China warns Philippines against South China Sea ‘miscalculation’

By Liz Lee and Karen Lema

BEIJING/MANILA (Reuters) -Chinese Foreign Minister Wang Yi warned the Philippines that any miscalculation in their escalating dispute in the South China Sea would bring a resolute response, and urged dialogue to address “serious difficulties” between the two neighbours.

Beijing and Manila have traded sharp accusations in recent months over a succession of run-ins in the South China Sea, including charges that China rammed a ship earlier this month carrying the Philippine armed forces chief of staff.

China in turn has accused the Philippines of trespassing on its territory.

The souring of relations coincides with Manila’s moves to boost military ties with Japan and the United States, its former colonial power and defence ally of seven decades.

“China-Philippines relations are at a crossroads,” Wang told his Philippine counterpart Enrique Manalo in a call on Wednesday, according to a Chinese foreign ministry statement. A ministry spokesperson said Manalo had requested the call.

If the Philippines misjudges or colludes with “ill-intentioned” external forces, China would defend its rights and respond resolutely, Wang was quoted saying. The statement did not elaborate on what actions it might take.

Wang’s remarks could intensify a dispute that has simmered for years, with the Philippines pushing back at what it sees as a Chinese campaign to prevent it from accessing fossil fuel and fisheries resources in its exclusive economic zone (EEZ).

An escalation towards an armed confrontation, while unlikely, would be a significant raising of the stakes, with the United States bound by a 1951 treaty to defend the Philippines should it come under attack, including in the South China Sea.

Philippine President Ferdinand Marcos Jr, in a speech before troops on Thursday, said the country remained committed to bolstering its armed forces and its existing alliances, while citing the incident involving the armed forces chief as worrisome.

“You have become crucial as in the past years the Philippines has found itself in the middle of geopolitical developments and tensions that could potentially cause regional insecurity,” he told the gathering at military headquarters in Manila.


China claims almost the entire South China Sea via a so-called nine dash line that overlaps with the EEZs of the Philippines, Brunei, Malaysia, Taiwan, Vietnam and Indonesia.

An international arbitration tribunal in 2016 invalidated China’s claim in a ruling on a case brought by the Philippines, which Beijing did not recognise.

China has instead doubled down, maintaining a heavy coast guard presence throughout the South China Sea, including around militarised manmade islands it built upon reefs in disputed waters, some with missile systems.

Both sides have, at the same time, called for dialogue.

Manalo said in a statement that he had a frank and candid exchange with Wang where both “noted the importance of dialogue”.

A Chinese foreign ministry spokesman said on Thursday: “China’s position remains unchanged that disputes should be properly managed through dialogue and consultation.”

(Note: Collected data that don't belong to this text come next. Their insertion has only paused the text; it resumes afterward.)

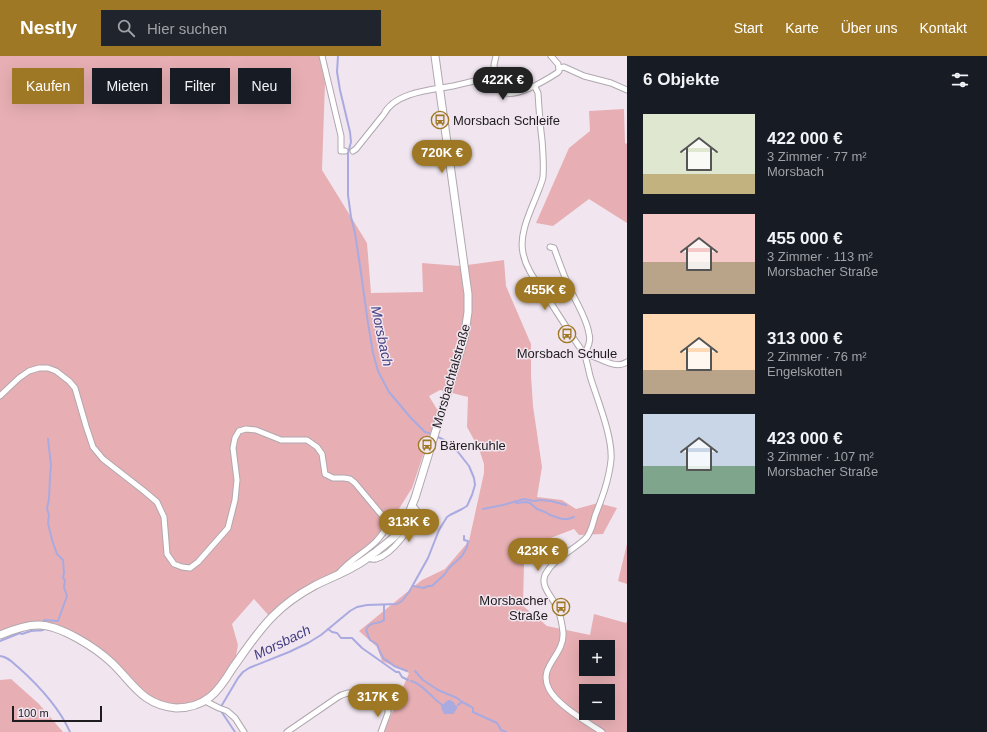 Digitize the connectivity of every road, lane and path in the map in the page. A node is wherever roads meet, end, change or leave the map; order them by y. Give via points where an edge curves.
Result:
1 (322, 56) edge
2 (435, 56) edge
3 (496, 56) edge
4 (551, 56) edge
5 (559, 68) junction
6 (496, 83) junction
7 (535, 87) junction
8 (440, 88) junction
9 (627, 90) edge
10 (343, 151) dead end
11 (353, 151) dead end
12 (550, 247) dead end
13 (584, 354) junction
14 (627, 362) edge
15 (0, 396) edge
16 (339, 574) junction
17 (0, 635) edge
18 (204, 701) junction
19 (244, 732) edge
20 (287, 732) edge
21 (381, 732) edge
22 (602, 732) edge

1 - 10 street
2 - 8 main road, Morsbachtalstraße
3 - 6 street
4 - 5 street
5 - 7 street via 557,73
5 - 9 street via 564,67
6 - 7 street via 500,90 507,94
6 - 8 street via 493,80 475,81
7 - 13 street via 538,93 543,179 526,223 522,250 534,279
8 - 11 street via 418,92 393,104
8 - 16 main road, Morsbachtalstraße via 469,304 464,340 415,498 401,529 385,545
12 - 13 street via 554,248 588,326 589,342
13 - 14 street via 619,365
13 - 22 street via 610,441 611,458 604,491 587,538 560,558 545,576 543,583 556,604 563,640 546,675 547,685 553,695 573,713
15 - 16 street via 19,378 39,368 56,371 69,380 75,388 93,447 102,459 157,502 164,517 167,554 174,564 182,567 190,568 198,562 228,528 237,480 233,448 239,431 256,430 281,440 307,440 322,454 325,474 333,478 350,479 356,483 387,525 377,541 344,567
16 - 18 main road, Morsbachtalstraße via 312,587 283,606 255,636 217,690
17 - 18 main road, Morsbachtalstraße via 31,625 56,628 101,653 134,688 156,703 182,708
18 - 19 street via 227,711
20 - 21 street via 334,700 352,693 382,700 388,705 388,713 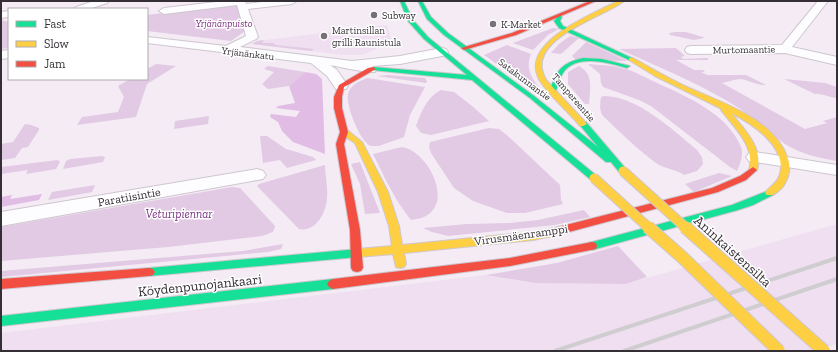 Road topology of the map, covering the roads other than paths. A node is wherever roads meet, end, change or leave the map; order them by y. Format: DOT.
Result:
graph roads {
  1 [pos="104,1"];
  2 [pos="292,1"];
  3 [pos="402,1"];
  4 [pos="420,1"];
  5 [pos="596,1"];
  6 [pos="622,1"];
  7 [pos="823,1"];
  8 [pos="242,4"];
  9 [pos="82,8"];
  10 [pos="164,10"];
  11 [pos="559,17"];
  12 [pos="568,30"];
  13 [pos="148,40"];
  14 [pos="464,48"];
  15 [pos="785,48"];
  16 [pos="227,50"];
  17 [pos="691,50"];
  18 [pos="442,52"];
  19 [pos="315,60"];
  20 [pos="837,62"];
  21 [pos="350,64"];
  22 [pos="370,69"];
  23 [pos="652,72"];
  24 [pos="474,78"];
  25 [pos="341,86"];
  26 [pos="553,92"];
  27 [pos="721,106"];
  28 [pos="344,132"];
  29 [pos="755,157"];
  30 [pos="785,162"];
  31 [pos="837,170"];
  32 [pos="623,171"];
  33 [pos="257,175"];
  34 [pos="1,219"];
  35 [pos="397,249"];
  36 [pos="356,253"];
  37 [pos="402,276"];
  38 [pos="358,281"];
  39 [pos="1,284"];
  40 [pos="1,321"];
  41 [pos="779,351"];
  42 [pos="824,351"];
  1 -- 9 [label="street"];
  2 -- 8 [label="street"];
  3 -- 18 [label="main road"];
  4 -- 14 [label="main road, Satakunnantie"];
  5 -- 11 [label="main road"];
  6 -- 12 [label="main road, Tampereentie"];
  7 -- 15 [label="street, Murtomaantie"];
  8 -- 10 [label="street"];
  8 -- 16 [label="street"];
  11 -- 12 [label="main road"];
  11 -- 14 [label="main road"];
  12 -- 23 [label="main road"];
  12 -- 26 [label="main road, Tampereentie"];
  13 -- 16 [label="street, Yrjänänkatu"];
  14 -- 18 [label="main road"];
  14 -- 32 [label="main road, Satakunnantie"];
  15 -- 17 [label="street, Murtomaantie"];
  15 -- 20 [label="street"];
  16 -- 19 [label="street, Yrjänänkatu"];
  18 -- 21 [label="street, Yrjänänkatu"];
  18 -- 24 [label="main road"];
  19 -- 21 [label="street, Yrjänänkatu"];
  19 -- 25 [label="street"];
  21 -- 22 [label="street, Yrjänänkatu"];
  22 -- 24 [label="main road, Yrjänänkatu"];
  22 -- 25 [label="main road"];
  23 -- 26 [label="main road"];
  23 -- 27 [label="main road"];
  24 -- 41 [label="main road, bridge"];
  25 -- 28 [label="main road"];
  26 -- 32 [label="main road, Tampereentie"];
  27 -- 29 [label="main road"];
  27 -- 30 [label="main road"];
  28 -- 35 [label="main road"];
  28 -- 36 [label="main road"];
  29 -- 30 [label="street"];
  29 -- 35 [label="main road, Virusmäenramppi"];
  30 -- 31 [label="street"];
  30 -- 37 [label="main road, Virusmäenramppi"];
  32 -- 42 [label="main road, Aninkaistensilta, bridge"];
  33 -- 34 [label="street, Paratiisintie"];
  35 -- 36 [label="main road, Köydenpunojankaari"];
  35 -- 37 [label="main road"];
  36 -- 38 [label="main road"];
  36 -- 39 [label="main road, Köydenpunojankaari"];
  37 -- 38 [label="main road, Köydenpunojankaari"];
  38 -- 40 [label="main road, Köydenpunojankaari"];
}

Marcos has strengthened ties with the United States, including expanding U.S. access to his military bases while seeking assurances on the extent to which Washington will defend his country from attack – moves that have irked China and emboldened Manila’s defence top brass.

Philippines Defence Secretary Gilberto Teodoro said on Thursday his country was also likely to hold multilateral patrols next year in the West Philippine Sea – the term it uses for its 200-mile EEZ in the South China Sea.

A day earlier, Teodoro rebuked China and said “no country in the world” supports its maritime claim. The United States and other western powers have condemned China’s coastguard for confronting and blocking Philippine vessels in Manila’s EEZ.